_PROBLEM TO WORK ON_: Pull out every line of the listing below where "Magellan" appears.

_SUPPLIED DATA_:
....

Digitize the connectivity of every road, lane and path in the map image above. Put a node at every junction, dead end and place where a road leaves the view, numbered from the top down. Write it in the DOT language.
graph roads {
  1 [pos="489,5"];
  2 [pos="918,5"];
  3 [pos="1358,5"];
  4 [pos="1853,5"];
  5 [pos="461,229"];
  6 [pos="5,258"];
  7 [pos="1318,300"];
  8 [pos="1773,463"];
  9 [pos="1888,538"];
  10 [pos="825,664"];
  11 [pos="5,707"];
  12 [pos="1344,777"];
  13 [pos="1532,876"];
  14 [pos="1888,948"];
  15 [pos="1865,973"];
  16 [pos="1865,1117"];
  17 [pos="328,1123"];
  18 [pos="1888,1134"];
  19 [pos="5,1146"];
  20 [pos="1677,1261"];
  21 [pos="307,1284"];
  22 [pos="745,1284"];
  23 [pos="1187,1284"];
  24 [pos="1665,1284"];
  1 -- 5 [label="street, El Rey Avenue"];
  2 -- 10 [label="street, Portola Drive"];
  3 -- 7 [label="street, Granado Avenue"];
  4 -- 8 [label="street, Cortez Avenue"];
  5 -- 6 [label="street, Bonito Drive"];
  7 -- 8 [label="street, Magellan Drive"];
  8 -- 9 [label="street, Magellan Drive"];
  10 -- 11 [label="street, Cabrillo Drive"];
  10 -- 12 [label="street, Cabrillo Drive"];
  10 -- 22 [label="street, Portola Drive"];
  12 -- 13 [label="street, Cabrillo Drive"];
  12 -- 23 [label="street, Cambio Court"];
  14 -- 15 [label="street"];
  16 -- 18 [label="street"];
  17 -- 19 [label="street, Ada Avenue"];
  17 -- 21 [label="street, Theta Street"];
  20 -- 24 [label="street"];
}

....

_ANSWER TO THIS EXERCISE_:
  7 -- 8 [label="street, Magellan Drive"];
  8 -- 9 [label="street, Magellan Drive"];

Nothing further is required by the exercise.